On 29 April 2025, TV Globo launched Brazil’s first experimental DTV+ (TV 3.0) broadcast in Rio de Janeiro using a temporary license from the Ministry of Communications and Anatel. The transmission originated from Pico do Sumaré and reached parts of the South Zone and Barra da Tijuca. It carried two services in one six‑megahertz channel with one at 1080p using VVC at six megabits per second and another at 2160p UHD using MPEG‑5 LCEVC and VVC at ten megabits per second, with immersive audio in MPEG‑H format both decoded on real TVs and set‑top boxes.

On 27 August 2025, President Luiz Inácio Lula da Silva together with the Minister of Communications signed the decree formalizing the adoption of the TV 3.0 DTV+ standard, which includes MPEG-5 LCEVC and VVC, into Brazilian law at the Palácio do Planalto. The decree sets the regulatory foundation for next generation broadcast television. Brazil became the first country in Latin America and the BRICS to adopt this standard.

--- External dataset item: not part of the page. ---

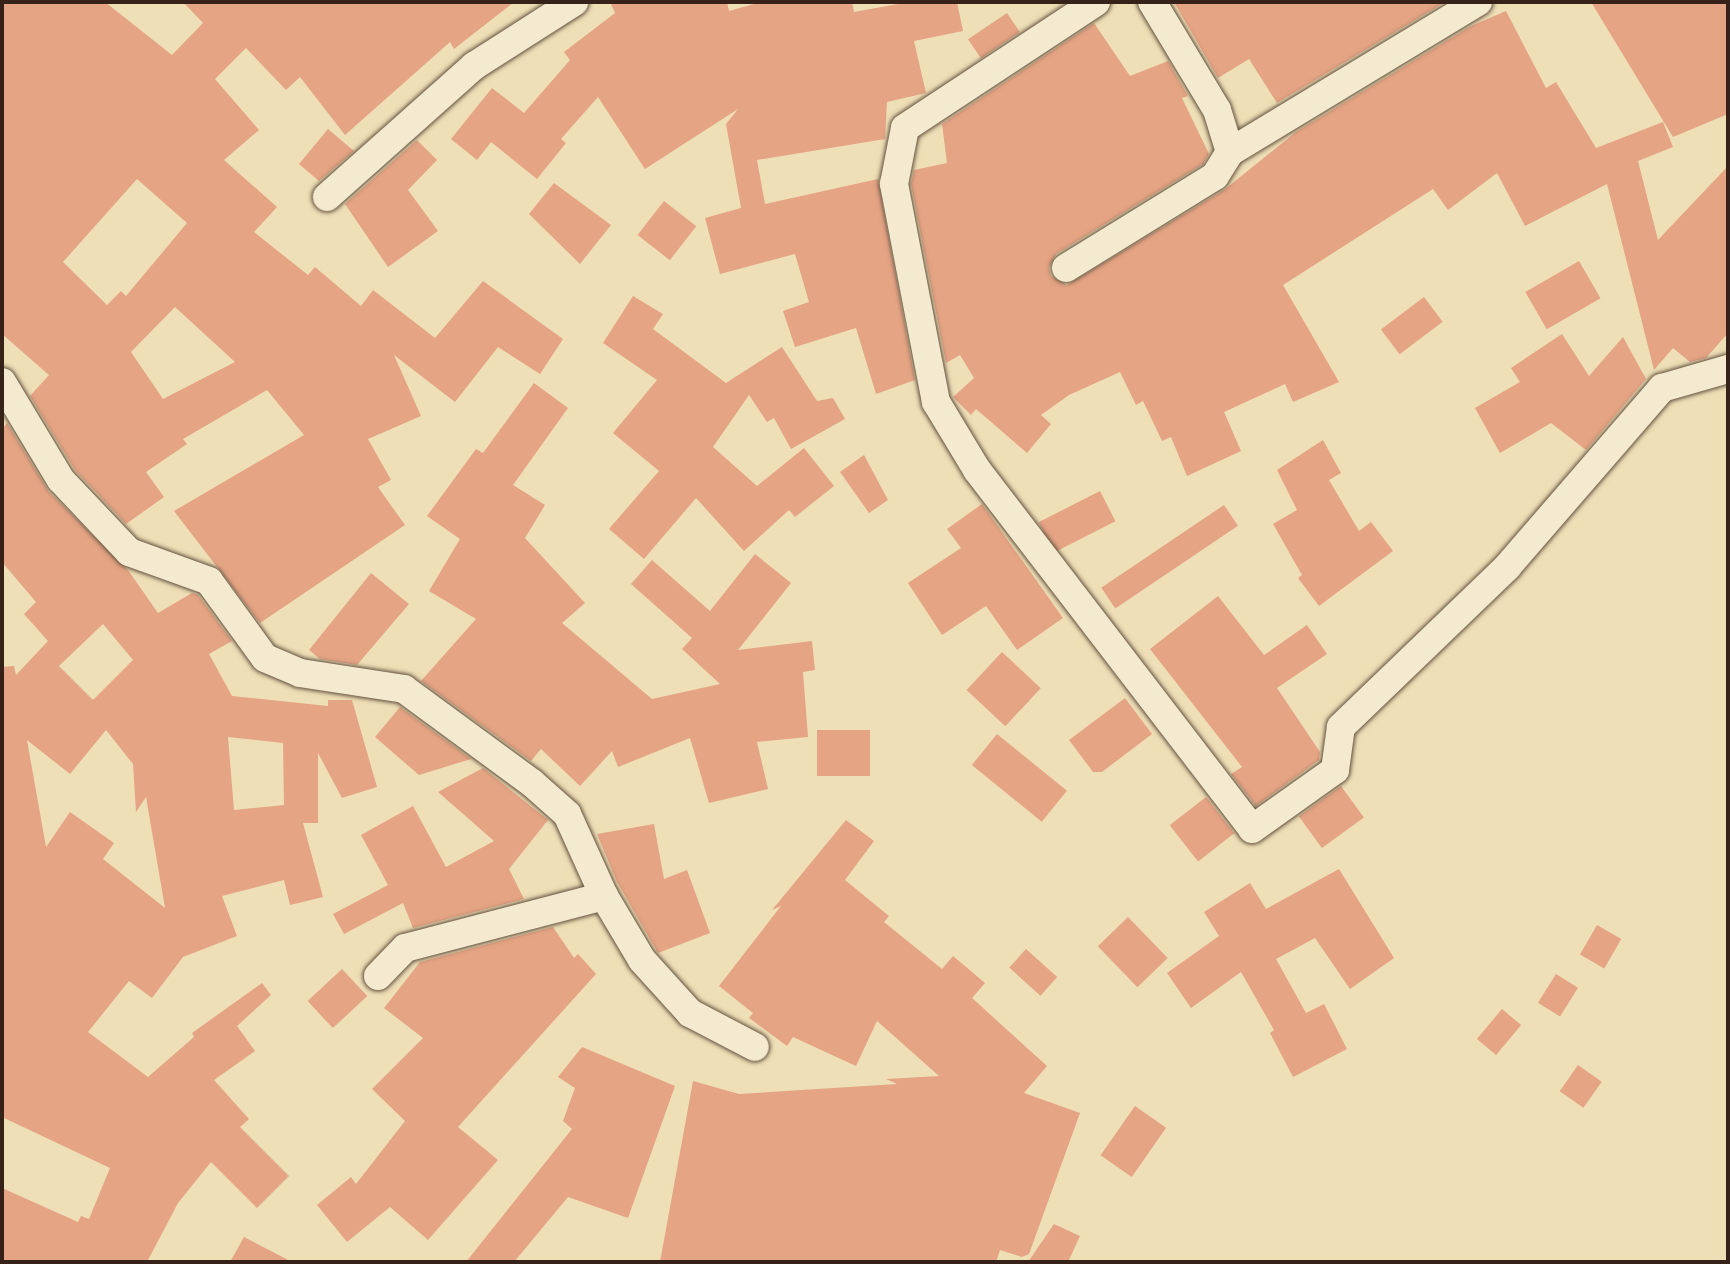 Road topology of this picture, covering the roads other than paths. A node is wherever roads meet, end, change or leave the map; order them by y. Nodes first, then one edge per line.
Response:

In August 2025, V-Nova rolled out two licensing programs for MPEG-5 LCEVC, with terms crafted for both video distribution services and consumer device makers. Public reporting indicates the service program bases royalties on active user counts (with a waiver for free-to-air broadcasting), while the device program starts at about US $0.20 per unit (and includes discounts for open-access configurations).

==Technology==
In 2015, the company announced a new digital data-encoding technology based on multi-layer coding, parallel processing and deep learning called Perseus for efficient video streaming with a focus on enabling UHD/4K services at lower bandwidths. It was claimed that it could be streamed to TVs and other devices using only around 50% of the bandwidth required by existing streaming technologies.

V-Nova's technology was later selected to provide the essential intellectual property for the ISO/IEC 23094-2 standard MPEG-5 Part 2 Low Complexity Enhancement Video Coding (LCEVC). LCEVC is a codec-agnostic standard developed to meet the growing demands of video delivery at higher resolutions and within constrained bandwidth and compute environments. It is designed to work alongside existing codecs, preserving compatibility with their established device ecosystems.

V-NOVA also developed another international standard codec, SMPTE VC-6 ST 2117, aimed at professional video and Artificial Intelligence applications.

In April 2021, MPEG Video validated the Verification Test of LCEVC (Low Complexity Enhancement Video Coding) standard (ISO/IEC 23094-2). Test results tended to indicate an overall benefit also when using LCEVC to enhance AVC, HEVC, EVC and VVC.

==Awards==
The CSI Awards recognized V-NOVA as Best Digital Video Processing Technology in 2015 and 2017. V-NOVA was named Best of Show by the TV Technology Awards for four consecutive years in 2015, 2016, 2017, & 2018. It was also named Best of Show for its PERSEUS-powered Universal Media Player by TVB Europe in 2015, 2016, and 2017.

In 2016, the Diplomatic Council Awards named V-NOVA as Global Media Innovator. V-NOVA was recognized for its point cloud compression scheme by the Advanced Image Society at the 12th annual Entertainment Technology Lumiere Awards in 2022.